### Exercise prompt
If a line below includes the string "Gates", copy it.

### Task inputs
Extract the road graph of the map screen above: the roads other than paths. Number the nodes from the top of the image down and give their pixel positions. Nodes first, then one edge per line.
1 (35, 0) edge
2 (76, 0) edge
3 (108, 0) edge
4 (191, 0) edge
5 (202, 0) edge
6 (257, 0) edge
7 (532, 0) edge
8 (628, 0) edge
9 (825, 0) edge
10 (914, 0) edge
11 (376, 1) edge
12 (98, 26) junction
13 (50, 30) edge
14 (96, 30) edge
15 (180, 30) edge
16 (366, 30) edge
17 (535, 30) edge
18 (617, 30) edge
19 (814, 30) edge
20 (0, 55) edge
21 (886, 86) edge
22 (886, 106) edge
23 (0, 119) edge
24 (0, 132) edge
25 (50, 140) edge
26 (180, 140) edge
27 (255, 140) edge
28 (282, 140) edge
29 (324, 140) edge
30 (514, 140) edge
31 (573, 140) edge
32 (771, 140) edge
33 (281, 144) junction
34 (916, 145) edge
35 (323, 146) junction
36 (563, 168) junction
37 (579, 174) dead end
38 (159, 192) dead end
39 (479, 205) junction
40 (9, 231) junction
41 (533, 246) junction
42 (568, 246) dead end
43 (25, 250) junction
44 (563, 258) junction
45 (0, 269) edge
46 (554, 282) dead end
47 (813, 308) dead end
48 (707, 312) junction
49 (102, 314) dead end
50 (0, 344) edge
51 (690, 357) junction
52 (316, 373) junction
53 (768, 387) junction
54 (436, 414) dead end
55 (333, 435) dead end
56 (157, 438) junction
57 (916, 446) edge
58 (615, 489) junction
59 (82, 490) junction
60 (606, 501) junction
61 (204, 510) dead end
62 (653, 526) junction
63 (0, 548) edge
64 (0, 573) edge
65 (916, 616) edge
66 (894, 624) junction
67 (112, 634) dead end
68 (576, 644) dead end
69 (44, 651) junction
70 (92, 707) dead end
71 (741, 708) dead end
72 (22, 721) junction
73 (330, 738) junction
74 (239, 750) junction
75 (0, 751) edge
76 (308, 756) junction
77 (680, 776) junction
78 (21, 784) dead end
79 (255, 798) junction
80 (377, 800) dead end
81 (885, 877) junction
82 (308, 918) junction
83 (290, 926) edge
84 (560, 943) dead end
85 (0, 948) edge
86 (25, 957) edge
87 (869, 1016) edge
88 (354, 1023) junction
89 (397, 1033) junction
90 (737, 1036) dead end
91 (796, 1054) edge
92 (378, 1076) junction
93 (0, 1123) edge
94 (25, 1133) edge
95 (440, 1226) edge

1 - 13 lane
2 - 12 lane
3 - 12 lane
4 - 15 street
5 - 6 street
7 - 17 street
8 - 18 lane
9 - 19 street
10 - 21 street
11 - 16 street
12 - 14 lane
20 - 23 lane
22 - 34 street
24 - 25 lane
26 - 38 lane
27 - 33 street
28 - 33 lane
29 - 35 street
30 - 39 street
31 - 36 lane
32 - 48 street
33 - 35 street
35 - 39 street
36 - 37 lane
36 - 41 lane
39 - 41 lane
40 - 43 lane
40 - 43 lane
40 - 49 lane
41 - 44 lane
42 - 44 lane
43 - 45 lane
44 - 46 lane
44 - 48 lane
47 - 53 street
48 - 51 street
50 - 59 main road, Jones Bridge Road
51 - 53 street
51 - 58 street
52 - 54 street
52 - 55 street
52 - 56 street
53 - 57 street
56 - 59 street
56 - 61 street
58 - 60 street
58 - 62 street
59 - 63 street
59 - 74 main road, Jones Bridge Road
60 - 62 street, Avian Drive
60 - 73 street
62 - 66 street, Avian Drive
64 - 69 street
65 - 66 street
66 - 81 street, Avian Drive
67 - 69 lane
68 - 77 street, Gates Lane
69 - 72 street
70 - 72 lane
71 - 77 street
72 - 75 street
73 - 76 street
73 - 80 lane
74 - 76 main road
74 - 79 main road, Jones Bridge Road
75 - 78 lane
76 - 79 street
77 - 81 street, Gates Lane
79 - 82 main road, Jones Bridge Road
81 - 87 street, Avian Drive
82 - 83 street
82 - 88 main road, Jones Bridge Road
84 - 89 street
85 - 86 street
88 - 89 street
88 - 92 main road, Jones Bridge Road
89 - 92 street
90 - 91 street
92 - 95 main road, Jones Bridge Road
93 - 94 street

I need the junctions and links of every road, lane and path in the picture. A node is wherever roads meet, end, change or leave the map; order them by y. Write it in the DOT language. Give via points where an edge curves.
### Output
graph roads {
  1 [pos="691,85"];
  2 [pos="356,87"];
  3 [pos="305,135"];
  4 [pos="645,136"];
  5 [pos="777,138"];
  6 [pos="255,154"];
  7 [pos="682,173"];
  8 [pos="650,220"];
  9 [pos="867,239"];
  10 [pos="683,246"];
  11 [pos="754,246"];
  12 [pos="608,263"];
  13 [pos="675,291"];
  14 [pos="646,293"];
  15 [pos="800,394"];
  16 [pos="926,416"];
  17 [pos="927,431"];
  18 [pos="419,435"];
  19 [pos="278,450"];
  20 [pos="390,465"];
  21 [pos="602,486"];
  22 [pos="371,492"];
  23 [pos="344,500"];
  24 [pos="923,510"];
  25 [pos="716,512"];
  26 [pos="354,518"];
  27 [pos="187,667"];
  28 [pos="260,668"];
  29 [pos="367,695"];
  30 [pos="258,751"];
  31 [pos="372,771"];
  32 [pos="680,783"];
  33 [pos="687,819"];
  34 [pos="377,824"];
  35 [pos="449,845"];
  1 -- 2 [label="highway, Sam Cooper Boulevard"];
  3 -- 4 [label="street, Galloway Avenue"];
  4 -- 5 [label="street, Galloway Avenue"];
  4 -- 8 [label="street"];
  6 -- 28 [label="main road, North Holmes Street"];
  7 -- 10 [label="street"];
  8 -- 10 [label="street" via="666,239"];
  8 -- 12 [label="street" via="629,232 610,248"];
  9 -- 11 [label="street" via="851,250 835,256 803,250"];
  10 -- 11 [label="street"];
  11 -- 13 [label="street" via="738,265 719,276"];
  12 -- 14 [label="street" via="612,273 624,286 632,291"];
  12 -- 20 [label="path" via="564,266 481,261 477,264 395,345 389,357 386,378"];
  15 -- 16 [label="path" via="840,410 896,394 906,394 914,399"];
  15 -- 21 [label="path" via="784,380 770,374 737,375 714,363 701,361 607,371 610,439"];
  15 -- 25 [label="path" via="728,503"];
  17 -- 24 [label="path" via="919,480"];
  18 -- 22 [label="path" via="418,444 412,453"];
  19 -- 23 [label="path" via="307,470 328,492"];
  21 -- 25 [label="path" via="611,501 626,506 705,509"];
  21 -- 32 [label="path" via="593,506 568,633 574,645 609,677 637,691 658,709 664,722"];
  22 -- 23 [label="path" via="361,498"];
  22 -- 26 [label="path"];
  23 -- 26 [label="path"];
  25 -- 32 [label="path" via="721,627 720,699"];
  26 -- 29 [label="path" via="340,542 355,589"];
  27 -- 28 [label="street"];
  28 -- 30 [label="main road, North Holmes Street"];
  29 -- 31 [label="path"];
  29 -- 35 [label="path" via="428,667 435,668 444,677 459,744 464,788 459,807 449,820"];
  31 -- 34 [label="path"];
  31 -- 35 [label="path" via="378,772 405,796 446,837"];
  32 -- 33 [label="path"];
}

### Completed task
68 - 77 street, Gates Lane
77 - 81 street, Gates Lane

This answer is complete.